The statement also probably will call for a balance of transit and road projects, Johnson said, without addressing whether the preliminary package the regional board has drafted achieves it. Critics have said the package is too roads-heavy.

The statement also probably won't take a stand on whether to ask the Legislature to amend the regional district's authorizing legislation to give it more revenue sources and flexibility in selecting projects.

But Johnson and the Discovery Institute's Bruce Agnew said most business leaders involved in drafting the principles are reluctant to back a package that relies on the sales tax, the chief revenue source the Legislature has given the regional district.

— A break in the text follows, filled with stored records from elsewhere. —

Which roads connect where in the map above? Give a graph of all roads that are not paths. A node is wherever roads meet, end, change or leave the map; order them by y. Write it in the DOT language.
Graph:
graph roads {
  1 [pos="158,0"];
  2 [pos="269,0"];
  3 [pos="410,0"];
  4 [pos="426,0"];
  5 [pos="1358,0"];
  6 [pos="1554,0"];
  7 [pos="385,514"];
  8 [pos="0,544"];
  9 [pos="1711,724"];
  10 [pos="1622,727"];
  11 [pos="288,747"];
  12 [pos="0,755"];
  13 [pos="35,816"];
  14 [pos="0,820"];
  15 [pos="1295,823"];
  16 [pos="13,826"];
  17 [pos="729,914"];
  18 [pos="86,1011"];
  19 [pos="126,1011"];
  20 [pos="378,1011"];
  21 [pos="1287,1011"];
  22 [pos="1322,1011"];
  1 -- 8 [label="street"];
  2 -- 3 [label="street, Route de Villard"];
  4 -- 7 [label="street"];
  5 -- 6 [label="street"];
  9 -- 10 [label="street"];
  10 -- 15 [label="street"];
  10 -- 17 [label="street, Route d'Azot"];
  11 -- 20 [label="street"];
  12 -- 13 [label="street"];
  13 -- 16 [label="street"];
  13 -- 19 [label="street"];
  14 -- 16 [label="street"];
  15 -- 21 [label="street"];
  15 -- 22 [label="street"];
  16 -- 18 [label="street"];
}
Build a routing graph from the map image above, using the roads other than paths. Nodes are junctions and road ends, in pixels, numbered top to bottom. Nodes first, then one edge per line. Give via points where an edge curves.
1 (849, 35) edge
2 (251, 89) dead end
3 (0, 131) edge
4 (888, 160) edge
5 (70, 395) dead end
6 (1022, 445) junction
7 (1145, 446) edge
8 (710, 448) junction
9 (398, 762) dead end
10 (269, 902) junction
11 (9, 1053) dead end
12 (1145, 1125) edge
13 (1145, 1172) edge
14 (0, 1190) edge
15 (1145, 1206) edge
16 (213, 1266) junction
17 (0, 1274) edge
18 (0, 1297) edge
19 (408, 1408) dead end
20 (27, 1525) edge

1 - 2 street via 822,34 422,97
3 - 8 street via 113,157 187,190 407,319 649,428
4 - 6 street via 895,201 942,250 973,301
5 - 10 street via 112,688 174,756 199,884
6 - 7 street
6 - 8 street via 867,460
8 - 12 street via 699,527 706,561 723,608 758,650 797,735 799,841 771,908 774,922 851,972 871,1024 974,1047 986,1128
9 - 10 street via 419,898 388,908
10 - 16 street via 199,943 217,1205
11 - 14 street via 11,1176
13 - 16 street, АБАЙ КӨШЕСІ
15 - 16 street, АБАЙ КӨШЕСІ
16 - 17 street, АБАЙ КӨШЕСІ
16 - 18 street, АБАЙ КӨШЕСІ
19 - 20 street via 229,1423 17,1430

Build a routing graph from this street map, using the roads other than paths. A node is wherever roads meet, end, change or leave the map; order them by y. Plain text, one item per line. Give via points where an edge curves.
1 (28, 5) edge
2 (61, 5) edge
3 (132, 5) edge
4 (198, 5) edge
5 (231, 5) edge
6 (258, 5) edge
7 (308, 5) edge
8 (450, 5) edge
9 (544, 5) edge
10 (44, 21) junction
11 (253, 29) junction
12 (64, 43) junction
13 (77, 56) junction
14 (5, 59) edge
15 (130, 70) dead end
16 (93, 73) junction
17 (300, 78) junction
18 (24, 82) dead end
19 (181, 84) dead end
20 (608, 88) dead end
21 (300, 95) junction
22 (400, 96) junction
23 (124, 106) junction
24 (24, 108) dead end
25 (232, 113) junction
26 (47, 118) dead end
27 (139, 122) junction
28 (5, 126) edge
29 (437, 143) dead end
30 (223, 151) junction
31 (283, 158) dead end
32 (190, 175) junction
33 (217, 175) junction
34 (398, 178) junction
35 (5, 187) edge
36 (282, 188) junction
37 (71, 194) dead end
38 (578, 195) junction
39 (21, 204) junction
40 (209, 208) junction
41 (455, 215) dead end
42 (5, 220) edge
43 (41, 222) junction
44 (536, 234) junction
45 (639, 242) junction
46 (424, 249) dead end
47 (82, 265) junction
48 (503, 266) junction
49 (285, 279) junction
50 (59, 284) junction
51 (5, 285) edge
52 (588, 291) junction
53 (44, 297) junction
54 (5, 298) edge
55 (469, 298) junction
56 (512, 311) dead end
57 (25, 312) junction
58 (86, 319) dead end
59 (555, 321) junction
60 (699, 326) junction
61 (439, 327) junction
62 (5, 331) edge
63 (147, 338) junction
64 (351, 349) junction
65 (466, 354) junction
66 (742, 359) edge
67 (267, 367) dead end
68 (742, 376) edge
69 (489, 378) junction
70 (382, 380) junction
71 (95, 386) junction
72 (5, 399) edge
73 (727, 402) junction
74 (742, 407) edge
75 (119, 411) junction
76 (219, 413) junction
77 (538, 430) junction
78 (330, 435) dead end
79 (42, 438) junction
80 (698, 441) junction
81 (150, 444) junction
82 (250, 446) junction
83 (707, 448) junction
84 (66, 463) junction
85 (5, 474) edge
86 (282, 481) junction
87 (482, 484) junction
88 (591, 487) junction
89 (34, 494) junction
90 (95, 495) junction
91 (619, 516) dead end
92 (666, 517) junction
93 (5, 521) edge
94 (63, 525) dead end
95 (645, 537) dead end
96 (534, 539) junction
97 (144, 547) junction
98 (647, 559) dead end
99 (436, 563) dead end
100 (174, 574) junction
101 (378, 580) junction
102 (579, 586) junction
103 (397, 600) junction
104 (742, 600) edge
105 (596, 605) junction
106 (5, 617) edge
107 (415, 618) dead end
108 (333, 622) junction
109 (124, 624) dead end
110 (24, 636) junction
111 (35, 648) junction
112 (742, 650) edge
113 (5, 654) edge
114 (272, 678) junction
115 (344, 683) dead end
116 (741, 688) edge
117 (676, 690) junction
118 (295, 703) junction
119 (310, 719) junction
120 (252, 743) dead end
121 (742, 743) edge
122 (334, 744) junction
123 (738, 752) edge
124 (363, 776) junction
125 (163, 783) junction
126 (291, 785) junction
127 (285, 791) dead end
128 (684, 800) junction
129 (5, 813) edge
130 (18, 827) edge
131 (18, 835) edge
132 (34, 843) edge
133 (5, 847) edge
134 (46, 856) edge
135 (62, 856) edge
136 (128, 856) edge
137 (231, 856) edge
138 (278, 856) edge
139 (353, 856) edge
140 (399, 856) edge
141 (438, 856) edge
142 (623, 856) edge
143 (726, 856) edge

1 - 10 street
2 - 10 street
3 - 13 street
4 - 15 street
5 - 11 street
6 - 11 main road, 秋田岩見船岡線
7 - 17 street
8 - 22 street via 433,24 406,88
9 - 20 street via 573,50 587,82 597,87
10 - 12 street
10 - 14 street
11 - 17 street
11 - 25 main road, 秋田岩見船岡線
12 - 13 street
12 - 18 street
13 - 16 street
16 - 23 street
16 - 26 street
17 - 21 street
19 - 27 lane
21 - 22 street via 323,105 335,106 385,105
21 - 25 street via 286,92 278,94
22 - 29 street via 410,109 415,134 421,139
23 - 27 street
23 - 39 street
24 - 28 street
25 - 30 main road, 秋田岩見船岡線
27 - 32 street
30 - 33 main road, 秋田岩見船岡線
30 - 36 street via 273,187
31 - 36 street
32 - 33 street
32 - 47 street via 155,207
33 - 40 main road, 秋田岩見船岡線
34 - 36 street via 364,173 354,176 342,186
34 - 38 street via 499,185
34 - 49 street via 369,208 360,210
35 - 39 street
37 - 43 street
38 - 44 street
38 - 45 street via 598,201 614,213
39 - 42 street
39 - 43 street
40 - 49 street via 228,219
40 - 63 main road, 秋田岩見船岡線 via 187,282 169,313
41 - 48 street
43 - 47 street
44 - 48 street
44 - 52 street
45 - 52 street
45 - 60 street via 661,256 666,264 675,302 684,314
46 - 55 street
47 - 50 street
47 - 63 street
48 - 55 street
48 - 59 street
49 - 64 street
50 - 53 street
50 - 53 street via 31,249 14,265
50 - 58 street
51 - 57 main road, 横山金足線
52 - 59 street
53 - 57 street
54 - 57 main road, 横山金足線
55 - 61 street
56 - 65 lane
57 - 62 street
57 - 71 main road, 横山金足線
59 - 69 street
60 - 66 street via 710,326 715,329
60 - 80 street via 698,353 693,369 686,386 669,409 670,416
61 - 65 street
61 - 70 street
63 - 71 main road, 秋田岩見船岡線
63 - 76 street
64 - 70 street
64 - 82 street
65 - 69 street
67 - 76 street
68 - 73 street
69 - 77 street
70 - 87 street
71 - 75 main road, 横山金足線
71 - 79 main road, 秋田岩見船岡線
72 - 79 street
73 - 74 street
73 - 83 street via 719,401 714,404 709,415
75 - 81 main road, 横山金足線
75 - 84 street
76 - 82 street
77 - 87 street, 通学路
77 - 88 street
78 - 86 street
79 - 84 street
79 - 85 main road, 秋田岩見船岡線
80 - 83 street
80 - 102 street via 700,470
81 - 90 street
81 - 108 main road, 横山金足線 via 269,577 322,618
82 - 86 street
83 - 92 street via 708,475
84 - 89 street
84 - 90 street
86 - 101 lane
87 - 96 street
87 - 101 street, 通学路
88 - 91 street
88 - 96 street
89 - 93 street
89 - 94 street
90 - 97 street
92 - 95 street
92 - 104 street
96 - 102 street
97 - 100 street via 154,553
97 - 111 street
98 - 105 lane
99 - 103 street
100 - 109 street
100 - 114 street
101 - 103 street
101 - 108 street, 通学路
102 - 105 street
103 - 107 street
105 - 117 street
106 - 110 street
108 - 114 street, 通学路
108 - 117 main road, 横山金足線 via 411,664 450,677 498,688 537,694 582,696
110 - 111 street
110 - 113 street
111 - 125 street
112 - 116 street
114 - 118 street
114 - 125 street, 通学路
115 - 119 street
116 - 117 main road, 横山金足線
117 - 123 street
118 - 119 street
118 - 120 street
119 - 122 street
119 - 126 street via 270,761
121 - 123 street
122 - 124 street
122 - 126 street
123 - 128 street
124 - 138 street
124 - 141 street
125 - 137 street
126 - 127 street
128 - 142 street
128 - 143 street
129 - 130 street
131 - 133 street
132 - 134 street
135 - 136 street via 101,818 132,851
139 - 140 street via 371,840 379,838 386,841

The preliminary, $14 billion plan that a majority of the regional board endorsed in September calls for a 0.4 percentage-point sales-tax increase, as well as new taxes on vehicles and gas. But the poll the summit participants commissioned suggests a big sales-tax boost would cost the package votes.

"Thus far we have not seen a package that we think has a high probability of passing," Johnson said.

Peter Hurley of the pro-transit, environmentalist-backed Transportation Choices Coalition said adoption of a statement of principles Thursday would be "a step in the right direction." But he said he or someone else may suggest that summit participants appoint one or more smaller groups to develop more specific recommendations — "lock us in a room and hammer something out."

Such a group would face a tight deadline if a November vote remains the district's goal. Snohomish County Councilman Gary Nelson, R-Edmonds, the regional board's chairman, has said that, to leave time for an effective campaign, any package would have to clear both the board and the district's 25-member planning committee by March.

"January is kind of decision month," said Agnew.

He said business leaders are discussing several possible new approaches for the regional package, including:

• A joint ballot with Sound Transit, which would give voters the opportunity to vote for both roads and transit without changing state law.

• An advisory ballot this fall, which would ask voters to approve a longer-term strategy for investments in regional transportation.

• Presenting regional transportation improvements to voters in phases.